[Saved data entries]
[Start of section]
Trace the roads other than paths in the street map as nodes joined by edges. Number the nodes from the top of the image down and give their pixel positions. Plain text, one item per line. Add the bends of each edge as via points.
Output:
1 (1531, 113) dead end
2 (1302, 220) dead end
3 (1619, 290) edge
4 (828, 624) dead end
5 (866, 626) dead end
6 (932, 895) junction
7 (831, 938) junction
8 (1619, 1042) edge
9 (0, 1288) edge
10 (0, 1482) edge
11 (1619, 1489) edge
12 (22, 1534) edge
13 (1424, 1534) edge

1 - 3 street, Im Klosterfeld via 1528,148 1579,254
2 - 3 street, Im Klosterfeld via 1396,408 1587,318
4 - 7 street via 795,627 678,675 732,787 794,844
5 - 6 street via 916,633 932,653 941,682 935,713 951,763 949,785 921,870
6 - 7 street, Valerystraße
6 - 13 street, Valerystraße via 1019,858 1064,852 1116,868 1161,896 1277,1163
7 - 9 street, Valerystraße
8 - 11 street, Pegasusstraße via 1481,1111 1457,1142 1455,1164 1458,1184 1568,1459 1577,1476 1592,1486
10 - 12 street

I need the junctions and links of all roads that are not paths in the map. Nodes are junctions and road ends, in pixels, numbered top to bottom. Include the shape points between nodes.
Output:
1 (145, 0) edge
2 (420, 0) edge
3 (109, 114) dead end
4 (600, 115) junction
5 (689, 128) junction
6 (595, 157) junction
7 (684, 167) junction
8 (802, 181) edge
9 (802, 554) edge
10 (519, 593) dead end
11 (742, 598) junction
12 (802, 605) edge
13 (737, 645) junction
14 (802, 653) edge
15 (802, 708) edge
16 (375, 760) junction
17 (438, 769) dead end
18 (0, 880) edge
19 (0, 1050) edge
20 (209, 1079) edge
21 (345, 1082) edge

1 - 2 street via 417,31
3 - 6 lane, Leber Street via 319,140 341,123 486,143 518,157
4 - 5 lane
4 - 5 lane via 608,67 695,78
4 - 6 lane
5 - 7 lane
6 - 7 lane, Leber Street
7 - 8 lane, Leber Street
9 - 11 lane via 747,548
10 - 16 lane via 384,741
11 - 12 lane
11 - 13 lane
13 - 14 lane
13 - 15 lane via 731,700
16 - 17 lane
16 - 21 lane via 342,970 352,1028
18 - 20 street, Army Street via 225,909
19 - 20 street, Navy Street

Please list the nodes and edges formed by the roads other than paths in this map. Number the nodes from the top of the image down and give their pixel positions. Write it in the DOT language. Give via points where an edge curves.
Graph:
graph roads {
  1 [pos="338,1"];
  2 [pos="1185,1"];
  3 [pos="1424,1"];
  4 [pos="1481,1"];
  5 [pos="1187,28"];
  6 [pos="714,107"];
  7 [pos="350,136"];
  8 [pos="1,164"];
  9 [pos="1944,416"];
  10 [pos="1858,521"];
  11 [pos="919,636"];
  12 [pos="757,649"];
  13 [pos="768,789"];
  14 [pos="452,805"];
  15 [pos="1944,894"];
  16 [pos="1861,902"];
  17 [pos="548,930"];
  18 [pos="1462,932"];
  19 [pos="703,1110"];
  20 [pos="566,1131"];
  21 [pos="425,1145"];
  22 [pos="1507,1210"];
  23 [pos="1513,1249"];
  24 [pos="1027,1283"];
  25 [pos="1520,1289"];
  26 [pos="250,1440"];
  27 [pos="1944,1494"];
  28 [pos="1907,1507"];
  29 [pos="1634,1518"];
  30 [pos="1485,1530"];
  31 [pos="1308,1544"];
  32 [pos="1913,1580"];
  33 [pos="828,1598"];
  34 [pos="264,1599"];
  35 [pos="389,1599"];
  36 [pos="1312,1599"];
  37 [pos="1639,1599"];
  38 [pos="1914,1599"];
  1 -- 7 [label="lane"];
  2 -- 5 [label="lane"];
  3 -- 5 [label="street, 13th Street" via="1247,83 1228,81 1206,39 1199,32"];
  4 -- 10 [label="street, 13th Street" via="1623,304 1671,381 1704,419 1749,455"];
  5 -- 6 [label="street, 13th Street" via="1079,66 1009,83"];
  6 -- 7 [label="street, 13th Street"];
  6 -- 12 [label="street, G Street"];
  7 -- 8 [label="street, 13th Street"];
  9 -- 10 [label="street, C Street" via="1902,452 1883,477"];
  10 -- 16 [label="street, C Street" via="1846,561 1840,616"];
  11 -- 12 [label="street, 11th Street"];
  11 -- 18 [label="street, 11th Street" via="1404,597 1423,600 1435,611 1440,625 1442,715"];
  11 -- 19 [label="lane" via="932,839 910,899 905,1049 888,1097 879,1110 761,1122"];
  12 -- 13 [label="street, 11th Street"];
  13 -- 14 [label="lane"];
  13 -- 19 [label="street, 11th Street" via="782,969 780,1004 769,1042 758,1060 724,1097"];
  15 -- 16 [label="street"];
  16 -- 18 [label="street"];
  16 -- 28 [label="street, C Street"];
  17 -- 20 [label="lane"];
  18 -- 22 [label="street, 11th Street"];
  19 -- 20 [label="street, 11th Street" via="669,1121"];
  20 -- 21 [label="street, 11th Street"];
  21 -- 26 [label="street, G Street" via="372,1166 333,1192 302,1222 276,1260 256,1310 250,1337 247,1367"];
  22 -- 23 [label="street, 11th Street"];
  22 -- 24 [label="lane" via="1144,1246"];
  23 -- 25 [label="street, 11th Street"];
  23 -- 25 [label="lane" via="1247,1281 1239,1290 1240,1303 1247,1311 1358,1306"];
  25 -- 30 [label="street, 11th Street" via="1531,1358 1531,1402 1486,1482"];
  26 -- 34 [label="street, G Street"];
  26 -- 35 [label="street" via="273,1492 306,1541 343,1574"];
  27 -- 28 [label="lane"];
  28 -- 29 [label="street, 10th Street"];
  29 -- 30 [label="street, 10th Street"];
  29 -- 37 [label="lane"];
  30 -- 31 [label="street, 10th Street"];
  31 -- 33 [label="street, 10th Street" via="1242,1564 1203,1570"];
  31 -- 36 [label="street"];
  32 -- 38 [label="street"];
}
[End of section]
#### AIM OF THE TASK:
Go through the records and print each one exactly.

#### ANSWER TO THIS PROBLEM:
Trace the roads other than paths in the street map as nodes joined by edges. Number the nodes from the top of the image down and give their pixel positions. Plain text, one item per line. Add the bends of each edge as via points.
Output:
1 (1531, 113) dead end
2 (1302, 220) dead end
3 (1619, 290) edge
4 (828, 624) dead end
5 (866, 626) dead end
6 (932, 895) junction
7 (831, 938) junction
8 (1619, 1042) edge
9 (0, 1288) edge
10 (0, 1482) edge
11 (1619, 1489) edge
12 (22, 1534) edge
13 (1424, 1534) edge

1 - 3 street, Im Klosterfeld via 1528,148 1579,254
2 - 3 street, Im Klosterfeld via 1396,408 1587,318
4 - 7 street via 795,627 678,675 732,787 794,844
5 - 6 street via 916,633 932,653 941,682 935,713 951,763 949,785 921,870
6 - 7 street, Valerystraße
6 - 13 street, Valerystraße via 1019,858 1064,852 1116,868 1161,896 1277,1163
7 - 9 street, Valerystraße
8 - 11 street, Pegasusstraße via 1481,1111 1457,1142 1455,1164 1458,1184 1568,1459 1577,1476 1592,1486
10 - 12 street

I need the junctions and links of all roads that are not paths in the map. Nodes are junctions and road ends, in pixels, numbered top to bottom. Include the shape points between nodes.
Output:
1 (145, 0) edge
2 (420, 0) edge
3 (109, 114) dead end
4 (600, 115) junction
5 (689, 128) junction
6 (595, 157) junction
7 (684, 167) junction
8 (802, 181) edge
9 (802, 554) edge
10 (519, 593) dead end
11 (742, 598) junction
12 (802, 605) edge
13 (737, 645) junction
14 (802, 653) edge
15 (802, 708) edge
16 (375, 760) junction
17 (438, 769) dead end
18 (0, 880) edge
19 (0, 1050) edge
20 (209, 1079) edge
21 (345, 1082) edge

1 - 2 street via 417,31
3 - 6 lane, Leber Street via 319,140 341,123 486,143 518,157
4 - 5 lane
4 - 5 lane via 608,67 695,78
4 - 6 lane
5 - 7 lane
6 - 7 lane, Leber Street
7 - 8 lane, Leber Street
9 - 11 lane via 747,548
10 - 16 lane via 384,741
11 - 12 lane
11 - 13 lane
13 - 14 lane
13 - 15 lane via 731,700
16 - 17 lane
16 - 21 lane via 342,970 352,1028
18 - 20 street, Army Street via 225,909
19 - 20 street, Navy Street

Please list the nodes and edges formed by the roads other than paths in this map. Number the nodes from the top of the image down and give their pixel positions. Write it in the DOT language. Give via points where an edge curves.
Graph:
graph roads {
  1 [pos="338,1"];
  2 [pos="1185,1"];
  3 [pos="1424,1"];
  4 [pos="1481,1"];
  5 [pos="1187,28"];
  6 [pos="714,107"];
  7 [pos="350,136"];
  8 [pos="1,164"];
  9 [pos="1944,416"];
  10 [pos="1858,521"];
  11 [pos="919,636"];
  12 [pos="757,649"];
  13 [pos="768,789"];
  14 [pos="452,805"];
  15 [pos="1944,894"];
  16 [pos="1861,902"];
  17 [pos="548,930"];
  18 [pos="1462,932"];
  19 [pos="703,1110"];
  20 [pos="566,1131"];
  21 [pos="425,1145"];
  22 [pos="1507,1210"];
  23 [pos="1513,1249"];
  24 [pos="1027,1283"];
  25 [pos="1520,1289"];
  26 [pos="250,1440"];
  27 [pos="1944,1494"];
  28 [pos="1907,1507"];
  29 [pos="1634,1518"];
  30 [pos="1485,1530"];
  31 [pos="1308,1544"];
  32 [pos="1913,1580"];
  33 [pos="828,1598"];
  34 [pos="264,1599"];
  35 [pos="389,1599"];
  36 [pos="1312,1599"];
  37 [pos="1639,1599"];
  38 [pos="1914,1599"];
  1 -- 7 [label="lane"];
  2 -- 5 [label="lane"];
  3 -- 5 [label="street, 13th Street" via="1247,83 1228,81 1206,39 1199,32"];
  4 -- 10 [label="street, 13th Street" via="1623,304 1671,381 1704,419 1749,455"];
  5 -- 6 [label="street, 13th Street" via="1079,66 1009,83"];
  6 -- 7 [label="street, 13th Street"];
  6 -- 12 [label="street, G Street"];
  7 -- 8 [label="street, 13th Street"];
  9 -- 10 [label="street, C Street" via="1902,452 1883,477"];
  10 -- 16 [label="street, C Street" via="1846,561 1840,616"];
  11 -- 12 [label="street, 11th Street"];
  11 -- 18 [label="street, 11th Street" via="1404,597 1423,600 1435,611 1440,625 1442,715"];
  11 -- 19 [label="lane" via="932,839 910,899 905,1049 888,1097 879,1110 761,1122"];
  12 -- 13 [label="street, 11th Street"];
  13 -- 14 [label="lane"];
  13 -- 19 [label="street, 11th Street" via="782,969 780,1004 769,1042 758,1060 724,1097"];
  15 -- 16 [label="street"];
  16 -- 18 [label="street"];
  16 -- 28 [label="street, C Street"];
  17 -- 20 [label="lane"];
  18 -- 22 [label="street, 11th Street"];
  19 -- 20 [label="street, 11th Street" via="669,1121"];
  20 -- 21 [label="street, 11th Street"];
  21 -- 26 [label="street, G Street" via="372,1166 333,1192 302,1222 276,1260 256,1310 250,1337 247,1367"];
  22 -- 23 [label="street, 11th Street"];
  22 -- 24 [label="lane" via="1144,1246"];
  23 -- 25 [label="street, 11th Street"];
  23 -- 25 [label="lane" via="1247,1281 1239,1290 1240,1303 1247,1311 1358,1306"];
  25 -- 30 [label="street, 11th Street" via="1531,1358 1531,1402 1486,1482"];
  26 -- 34 [label="street, G Street"];
  26 -- 35 [label="street" via="273,1492 306,1541 343,1574"];
  27 -- 28 [label="lane"];
  28 -- 29 [label="street, 10th Street"];
  29 -- 30 [label="street, 10th Street"];
  29 -- 37 [label="lane"];
  30 -- 31 [label="street, 10th Street"];
  31 -- 33 [label="street, 10th Street" via="1242,1564 1203,1570"];
  31 -- 36 [label="street"];
  32 -- 38 [label="street"];
}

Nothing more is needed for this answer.